The Frick Art Reference Library (FARL) has a collection of over 90,000 auction catalogs and they are one of the most requested resources at the library, as more auction houses are publishing on-line. FARL began the "Reframing Collections for a Digital Age" project to address the stability of born-digital art research materials. The first phase of the project identified the basic risks and determined that Archive-It software was the best means of capturing this information. The second phase, described in this paper, identified criteria to determine preservation priorities and evaluate what has already been captured by the Internet Archive, with the goal of creating a list of websites that can and should be harvested immediately. The study also examined the pilot seed crawl results which monitor quality of materials being collected.

 

Introduction

Auction catalogs are essential tools for the sale of art and foundational texts for art researchers. The Frick Art Reference Library (FARL) in New York has one of the largest collections of sales catalogs and is a recognized leader in art scholarship globally. Web-publishing of auction catalogs is both an opportunity and a preservation concern for art libraries. Currently, FARL continues to regularly receive paper catalogs from 72% of the auction houses they have chosen as central to their users. A combination of cost-cutting and a move to digital production have made it more difficult to collect all of the resources FARL would like to have. Going forward, it is believed that more auction houses will move to produce their materials solely on-line. To assure that FARL can continue to build its art auction collection regardless of original format, the "Reframing Collections for a Digital Age" project was initiated by Deborah Kempe, Manager of Collections in partnership with the New York Art Resources Consortium. The on-going project seeks to identify how born-digital1 auction catalogs can be preserved, archived, described and made accessible to researchers.

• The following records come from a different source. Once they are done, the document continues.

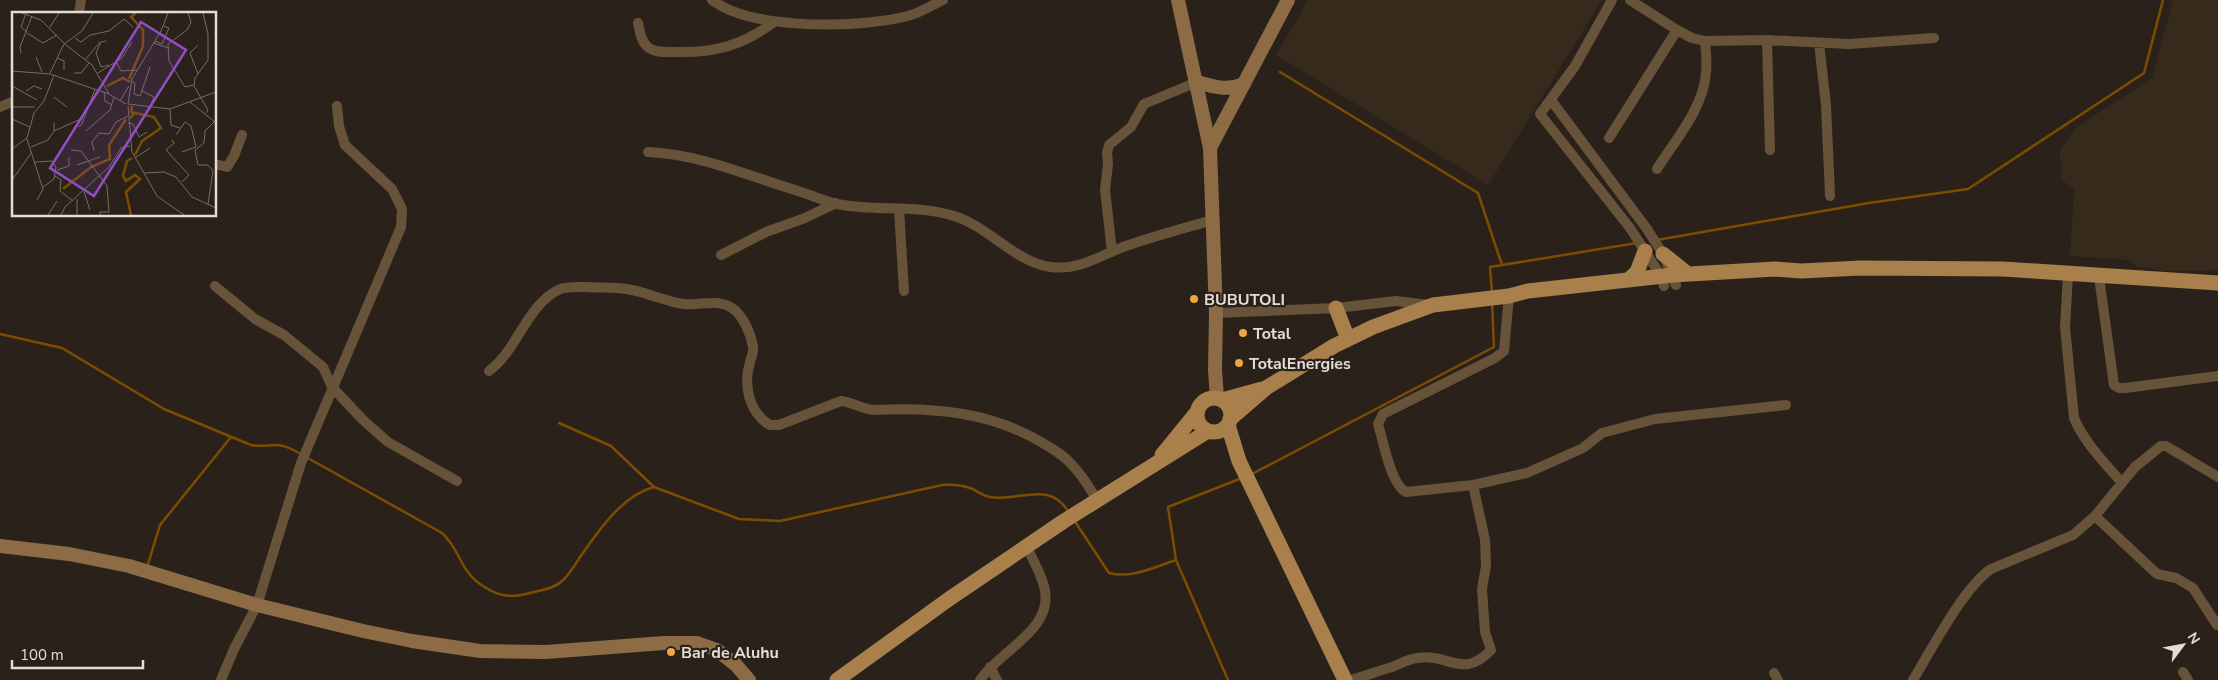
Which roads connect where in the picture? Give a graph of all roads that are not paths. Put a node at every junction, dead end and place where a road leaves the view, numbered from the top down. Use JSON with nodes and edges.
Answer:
{"nodes":[{"id":1,"x":712,"y":0,"type":"edge"},
{"id":2,"x":943,"y":0,"type":"edge"},
{"id":3,"x":1178,"y":0,"type":"edge"},
{"id":4,"x":1288,"y":0,"type":"edge"},
{"id":5,"x":1612,"y":0,"type":"edge"},
{"id":6,"x":1630,"y":0,"type":"edge"},
{"id":7,"x":774,"y":22,"type":"junction"},
{"id":8,"x":638,"y":23,"type":"dead end"},
{"id":9,"x":1677,"y":30,"type":"junction"},
{"id":10,"x":1934,"y":38,"type":"dead end"},
{"id":11,"x":1767,"y":40,"type":"junction"},
{"id":12,"x":1705,"y":41,"type":"junction"},
{"id":13,"x":1819,"y":43,"type":"junction"},
{"id":14,"x":1197,"y":82,"type":"junction"},
{"id":15,"x":1244,"y":84,"type":"junction"},
{"id":16,"x":1551,"y":100,"type":"junction"},
{"id":17,"x":12,"y":102,"type":"edge"},
{"id":18,"x":337,"y":106,"type":"dead end"},
{"id":19,"x":0,"y":107,"type":"edge"},
{"id":20,"x":242,"y":135,"type":"dead end"},
{"id":21,"x":1609,"y":138,"type":"dead end"},
{"id":22,"x":1210,"y":148,"type":"junction"},
{"id":23,"x":1770,"y":150,"type":"dead end"},
{"id":24,"x":648,"y":152,"type":"dead end"},
{"id":25,"x":216,"y":164,"type":"edge"},
{"id":26,"x":1657,"y":169,"type":"dead end"},
{"id":27,"x":1830,"y":196,"type":"dead end"},
{"id":28,"x":836,"y":203,"type":"junction"},
{"id":29,"x":899,"y":209,"type":"junction"},
{"id":30,"x":1213,"y":220,"type":"junction"},
{"id":31,"x":1653,"y":251,"type":"junction"},
{"id":32,"x":1112,"y":252,"type":"junction"},
{"id":33,"x":721,"y":255,"type":"dead end"},
{"id":34,"x":2068,"y":274,"type":"junction"},
{"id":35,"x":2099,"y":277,"type":"junction"},
{"id":36,"x":1672,"y":279,"type":"junction"},
{"id":37,"x":1628,"y":280,"type":"junction"},
{"id":38,"x":2218,"y":283,"type":"edge"},
{"id":39,"x":216,"y":286,"type":"dead end"},
{"id":40,"x":904,"y":291,"type":"dead end"},
{"id":41,"x":1509,"y":296,"type":"junction"},
{"id":42,"x":1433,"y":305,"type":"junction"},
{"id":43,"x":1336,"y":308,"type":"junction"},
{"id":44,"x":1216,"y":313,"type":"junction"},
{"id":45,"x":1348,"y":339,"type":"junction"},
{"id":46,"x":489,"y":370,"type":"dead end"},
{"id":47,"x":2218,"y":376,"type":"edge"},
{"id":48,"x":332,"y":387,"type":"junction"},
{"id":49,"x":1266,"y":388,"type":"junction"},
{"id":50,"x":1215,"y":399,"type":"junction"},
{"id":51,"x":1786,"y":405,"type":"dead end"},
{"id":52,"x":1196,"y":412,"type":"junction"},
{"id":53,"x":1229,"y":422,"type":"junction"},
{"id":54,"x":1210,"y":432,"type":"junction"},
{"id":55,"x":1241,"y":464,"type":"junction"},
{"id":56,"x":1154,"y":465,"type":"junction"},
{"id":57,"x":2218,"y":477,"type":"edge"},
{"id":58,"x":457,"y":481,"type":"dead end"},
{"id":59,"x":2121,"y":482,"type":"junction"},
{"id":60,"x":1473,"y":485,"type":"junction"},
{"id":61,"x":1097,"y":500,"type":"junction"},
{"id":62,"x":2095,"y":516,"type":"junction"},
{"id":63,"x":0,"y":546,"type":"edge"},
{"id":64,"x":1026,"y":546,"type":"junction"},
{"id":65,"x":257,"y":605,"type":"junction"},
{"id":66,"x":2217,"y":625,"type":"edge"},
{"id":67,"x":990,"y":667,"type":"junction"},
{"id":68,"x":221,"y":680,"type":"edge"},
{"id":69,"x":749,"y":680,"type":"edge"},
{"id":70,"x":837,"y":680,"type":"edge"},
{"id":71,"x":980,"y":680,"type":"edge"},
{"id":72,"x":997,"y":680,"type":"edge"},
{"id":73,"x":1345,"y":680,"type":"edge"},
{"id":74,"x":1351,"y":680,"type":"edge"},
{"id":75,"x":1913,"y":680,"type":"edge"}],
"edges":[{"from":1,"to":7,"type":"street"},
{"from":2,"to":7,"type":"street"},
{"from":3,"to":14,"type":"street"},
{"from":4,"to":15,"type":"street"},
{"from":5,"to":16,"type":"street"},
{"from":6,"to":9,"type":"street"},
{"from":7,"to":8,"type":"street"},
{"from":9,"to":12,"type":"street"},
{"from":9,"to":21,"type":"street"},
{"from":10,"to":13,"type":"street"},
{"from":11,"to":12,"type":"street"},
{"from":11,"to":13,"type":"street"},
{"from":11,"to":23,"type":"street"},
{"from":12,"to":26,"type":"street"},
{"from":13,"to":27,"type":"street"},
{"from":14,"to":15,"type":"street"},
{"from":14,"to":22,"type":"street"},
{"from":14,"to":32,"type":"street"},
{"from":15,"to":22,"type":"street"},
{"from":16,"to":31,"type":"street"},
{"from":16,"to":31,"type":"street"},
{"from":17,"to":19,"type":"street"},
{"from":18,"to":48,"type":"street"},
{"from":20,"to":25,"type":"street"},
{"from":22,"to":30,"type":"street"},
{"from":24,"to":28,"type":"street"},
{"from":28,"to":29,"type":"street"},
{"from":28,"to":33,"type":"street"},
{"from":29,"to":32,"type":"street"},
{"from":29,"to":40,"type":"street"},
{"from":30,"to":32,"type":"street"},
{"from":30,"to":44,"type":"street"},
{"from":31,"to":36,"type":"main road"},
{"from":31,"to":36,"type":"street"},
{"from":31,"to":37,"type":"main road"},
{"from":34,"to":35,"type":"main road"},
{"from":34,"to":36,"type":"main road"},
{"from":34,"to":59,"type":"street"},
{"from":35,"to":38,"type":"main road"},
{"from":35,"to":47,"type":"street"},
{"from":36,"to":37,"type":"main road"},
{"from":36,"to":41,"type":"main road"},
{"from":37,"to":41,"type":"main road"},
{"from":39,"to":48,"type":"street"},
{"from":41,"to":42,"type":"main road"},
{"from":41,"to":60,"type":"street"},
{"from":42,"to":43,"type":"street"},
{"from":42,"to":45,"type":"main road"},
{"from":43,"to":44,"type":"street"},
{"from":43,"to":45,"type":"main road"},
{"from":44,"to":50,"type":"street"},
{"from":45,"to":49,"type":"main road"},
{"from":46,"to":61,"type":"street"},
{"from":48,"to":58,"type":"street"},
{"from":48,"to":65,"type":"street"},
{"from":49,"to":50,"type":"main road"},
{"from":49,"to":53,"type":"main road"},
{"from":50,"to":52,"type":"main road"},
{"from":50,"to":53,"type":"main road"},
{"from":51,"to":60,"type":"street"},
{"from":52,"to":54,"type":"main road"},
{"from":52,"to":56,"type":"main road"},
{"from":53,"to":54,"type":"main road"},
{"from":53,"to":55,"type":"main road"},
{"from":54,"to":55,"type":"main road"},
{"from":54,"to":56,"type":"main road"},
{"from":55,"to":73,"type":"main road"},
{"from":56,"to":61,"type":"main road"},
{"from":57,"to":59,"type":"street"},
{"from":59,"to":62,"type":"street"},
{"from":60,"to":74,"type":"street"},
{"from":61,"to":64,"type":"main road"},
{"from":62,"to":66,"type":"street"},
{"from":62,"to":75,"type":"street"},
{"from":63,"to":65,"type":"street"},
{"from":64,"to":67,"type":"street"},
{"from":64,"to":70,"type":"main road"},
{"from":65,"to":68,"type":"street"},
{"from":65,"to":69,"type":"street"},
{"from":67,"to":71,"type":"street"},
{"from":67,"to":72,"type":"street"}]}
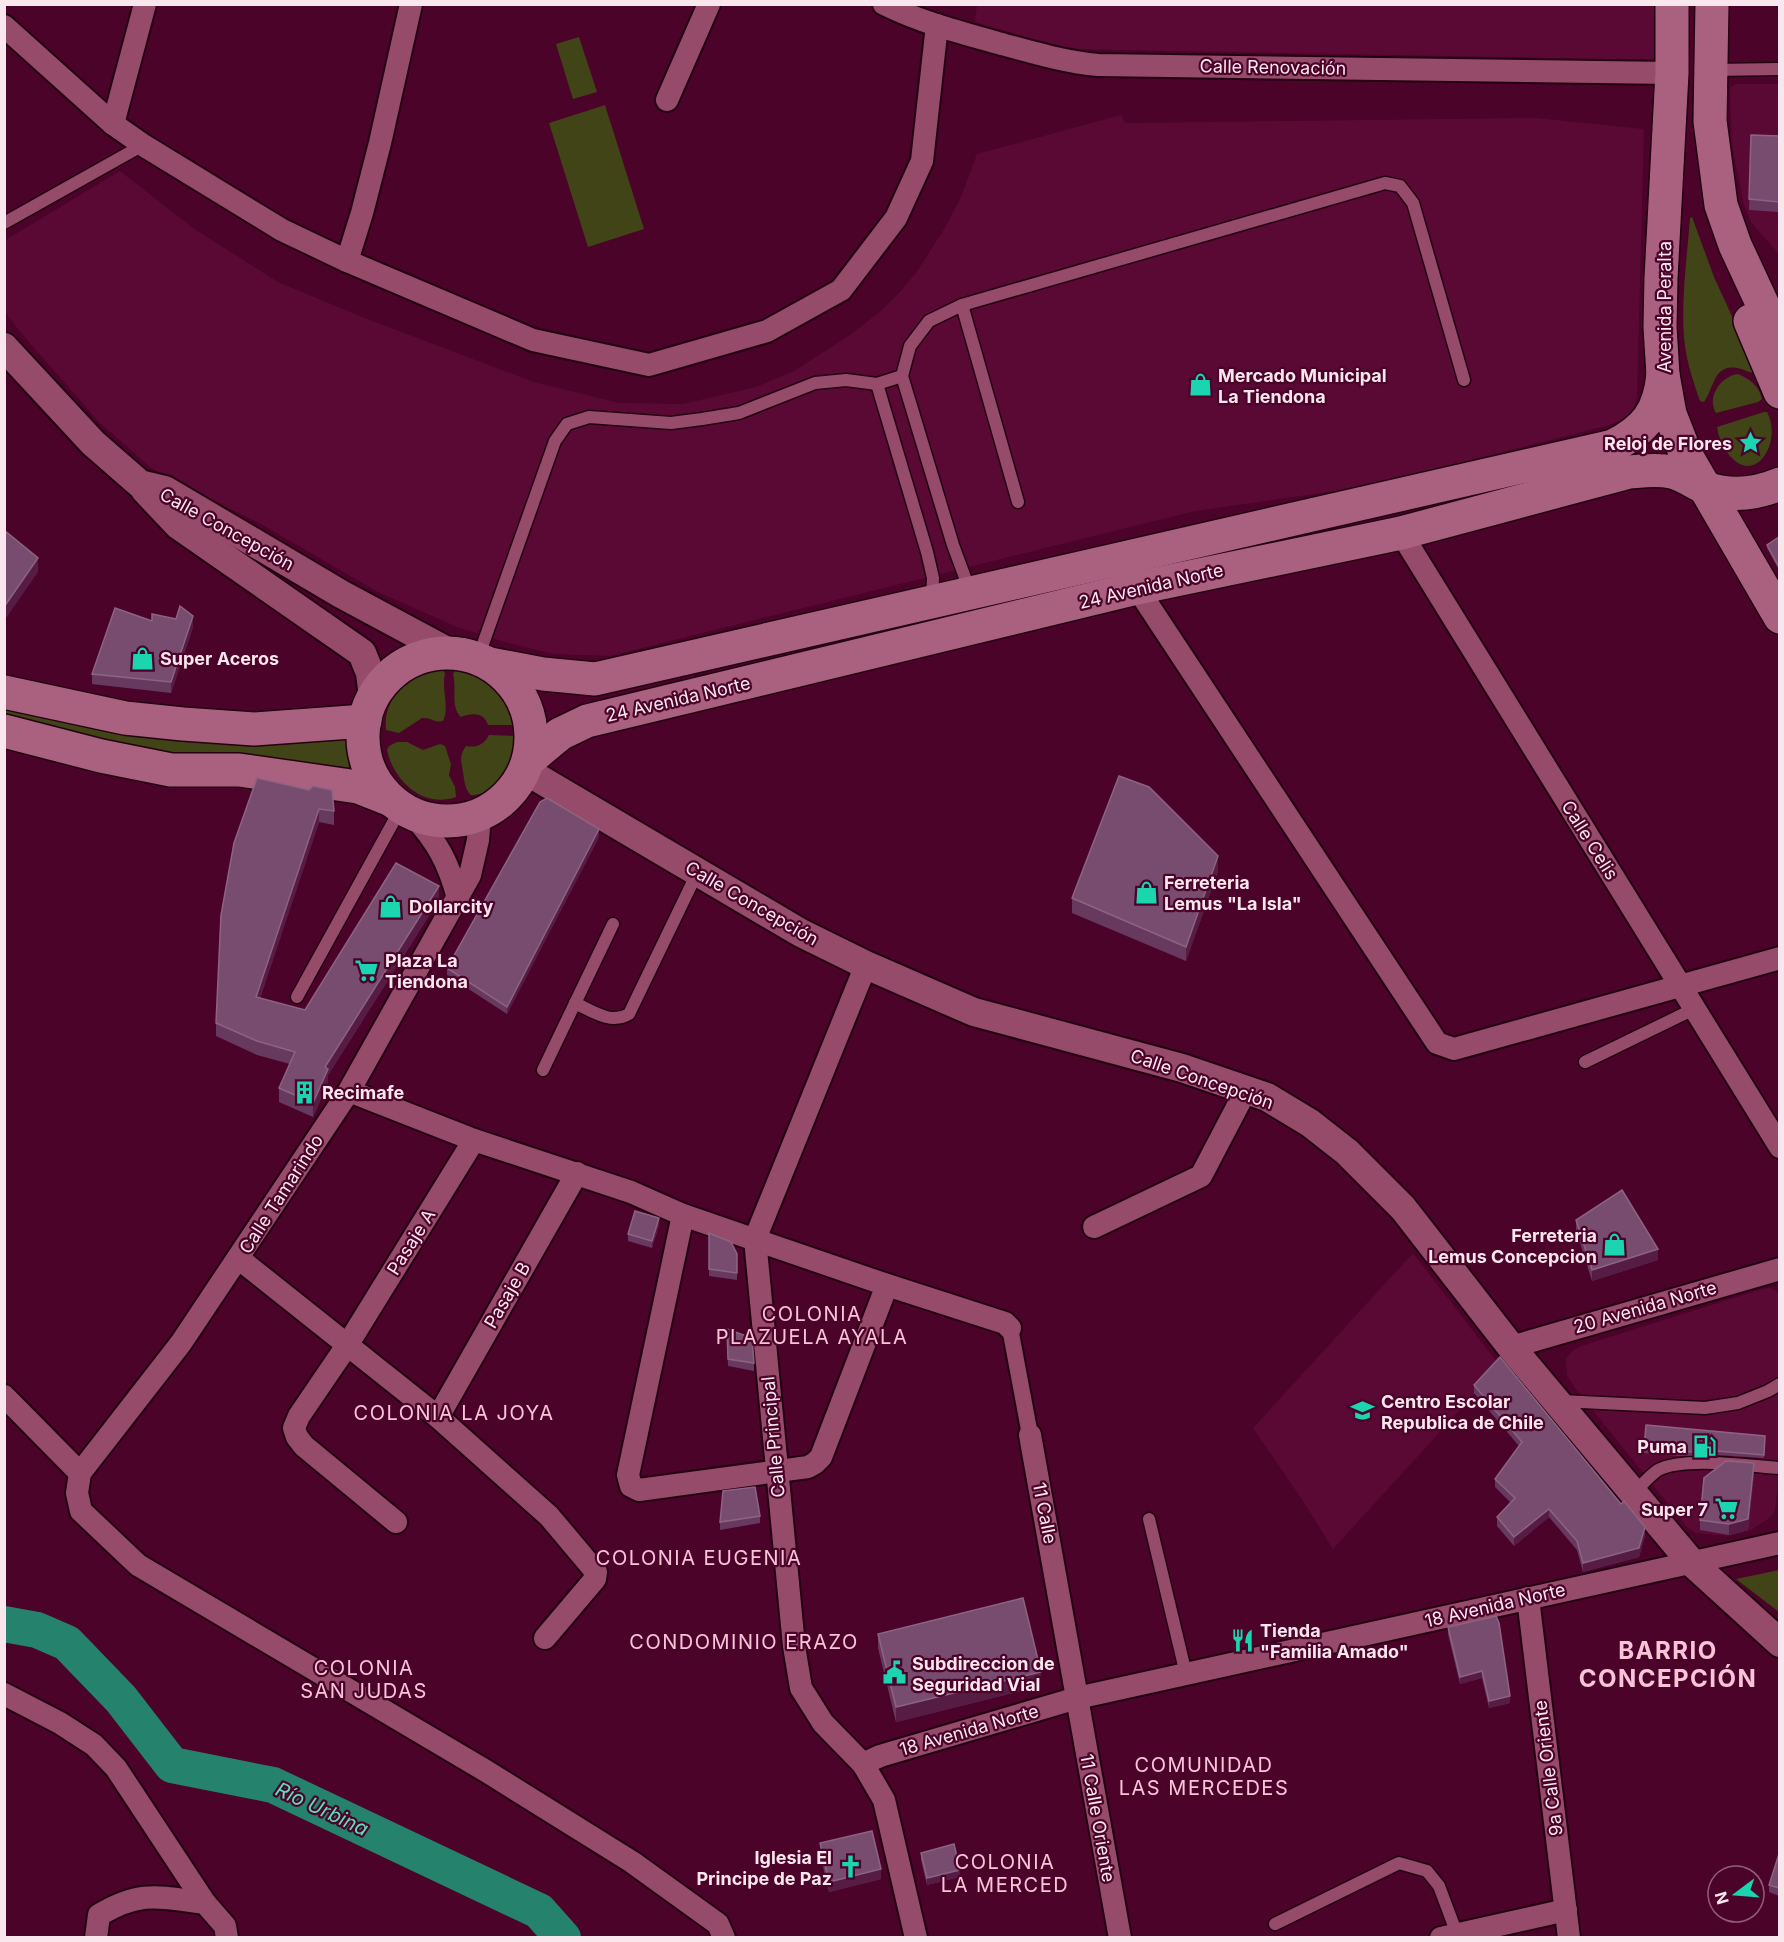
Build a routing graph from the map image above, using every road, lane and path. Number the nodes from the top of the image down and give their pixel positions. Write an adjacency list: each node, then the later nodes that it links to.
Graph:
1 (145, 4): 13 (street)
2 (411, 4): 16 (street)
3 (709, 4): 12 (street)
4 (884, 4): 8 (street, Calle Renovación)
5 (1672, 4): 11 (main road, Avenida Peralta)
6 (1690, 4): 11 (main road)
7 (1712, 4): 11 (main road, Avenida Peralta)
8 (937, 25): 11 (street, Calle Renovación); 16 (street)
9 (4, 26): 13 (street)
10 (1779, 69): 11 (lane)
11 (1690, 71): 18 (main road, Avenida Peralta); 20 (main road, Avenida Peralta); 24 (main road); 27 (main road)
12 (667, 99)
13 (113, 124): 14 (street)
14 (143, 145): 15 (lane); 16 (street)
15 (4, 223)
16 (347, 261)
17 (962, 305): 21 (lane); 22 (lane); 28 (lane)
18 (1779, 342)
19 (4, 347): 25 (street, Calle Concepción)
20 (1663, 375): 27 (main road, Avenida Peralta); 32 (main road, 24 Avenida Norte)
21 (902, 376): 23 (lane); 32 (lane)
22 (1464, 380)
23 (877, 384): 33 (lane); 35 (lane)
24 (1779, 392)
25 (140, 484): 35 (street, Calle Concepción); 37 (street)
26 (1779, 484): 27 (main road, 24 Avenida Norte)
27 (1717, 490): 29 (main road, 24 Avenida Norte); 30 (main road); 34 (main road, Avenida Peralta)
28 (1018, 502)
29 (1401, 533): 31 (main road, 24 Avenida Norte); 47 (street, Calle Celis)
30 (1779, 586)
31 (1137, 588): 39 (main road, 24 Avenida Norte); 47 (street)
32 (971, 592): 33 (main road, 24 Avenida Norte)
33 (932, 603): 35 (main road, 24 Avenida Norte)
34 (1779, 617)
35 (472, 658): 37 (main road); 39 (main road)
36 (4, 692): 37 (main road)
37 (369, 709): 40 (main road)
38 (4, 731): 40 (main road)
39 (528, 765): 41 (main road); 42 (street, Calle Concepción)
40 (401, 807): 41 (main road); 43 (street); 48 (lane)
41 (480, 815): 43 (street, Calle Tamarindo)
42 (698, 871): 46 (street, Calle Concepción); 49 (lane)
43 (458, 898): 53 (street, Calle Tamarindo)
44 (613, 924): 49 (lane)
45 (1779, 958): 47 (street)
46 (866, 965): 54 (street, Calle Concepción); 60 (street, Calle Principal)
47 (1681, 987): 50 (street, Calle Celis)
48 (297, 997)
49 (575, 1003): 52 (lane)
50 (1694, 1009): 51 (lane); 56 (street, Calle Celis)
51 (1585, 1062)
52 (543, 1070)
53 (349, 1090): 55 (street); 61 (street, Calle Tamarindo)
54 (1246, 1090): 59 (street); 66 (street, Calle Concepción)
55 (474, 1140): 57 (street); 65 (street, Pasaje A)
56 (1779, 1147)
57 (577, 1173): 58 (street); 70 (street, Pasaje B)
58 (683, 1215): 60 (street); 73 (street)
59 (1094, 1227)
60 (755, 1239): 63 (street); 73 (street, Calle Principal)
61 (238, 1258): 65 (street); 74 (street, Calle Tamarindo)
62 (1779, 1269): 66 (street, 20 Avenida Norte)
63 (886, 1285): 64 (street); 73 (street)
64 (1010, 1328): 71 (street, 11 Calle)
65 (348, 1344): 70 (street); 77 (street, Pasaje A)
66 (1511, 1347): 69 (street, Calle Concepción)
67 (1779, 1384): 69 (lane)
68 (4, 1396): 74 (street)
69 (1557, 1401): 75 (street, Calle Concepción)
70 (438, 1417): 81 (street)
71 (1030, 1435): 85 (street, 11 Calle)
72 (1779, 1468): 75 (lane)
73 (776, 1470): 86 (street, Calle Principal)
74 (80, 1473): 93 (street)
75 (1634, 1493): 79 (street, Calle Concepción)
76 (1149, 1519): 83 (lane)
77 (396, 1522)
78 (1779, 1543): 79 (street, 18 Avenida Norte)
79 (1691, 1562): 80 (street, 18 Avenida Norte); 82 (street, Calle Concepción)
80 (1528, 1598): 83 (street, 18 Avenida Norte); 88 (street, 9a Calle Oriente)
81 (545, 1638)
82 (1779, 1643)
83 (1186, 1674): 85 (street, 18 Avenida Norte)
84 (4, 1694): 87 (street)
85 (1077, 1698): 86 (street, 18 Avenida Norte); 95 (street, 11 Calle Oriente)
86 (863, 1764): 94 (street, Calle Principal)
87 (205, 1903): 91 (street); 92 (street)
88 (1566, 1910): 90 (street); 96 (street, 9a Calle Oriente)
89 (1275, 1924): 90 (lane)
90 (1449, 1936)
91 (96, 1938)
92 (227, 1938)
93 (724, 1938)
94 (916, 1938)
95 (1120, 1938)
96 (1569, 1938)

Web-archiving is not an automated process and can be costly and time-consuming. Identifying specific websites to be preserved is a collection development process. Comparing the cost of a web-harvesting program to the risk of the information being made inaccessible is another reason to begin a web-preservation program with a thorough analysis. It can't be assumed that born-digital materials are being 'automatically' preserved. Additionally, web archiving programs like the Internet Archive's Wayback Machine were designed to capture URL's but not necessarily documents that have been embedded in web pages, such as auction catalogs. However, a large number of art auction sites have already been captured, so it makes sense to explore the possibility of leveraging that previous work through links to the Wayback Machine.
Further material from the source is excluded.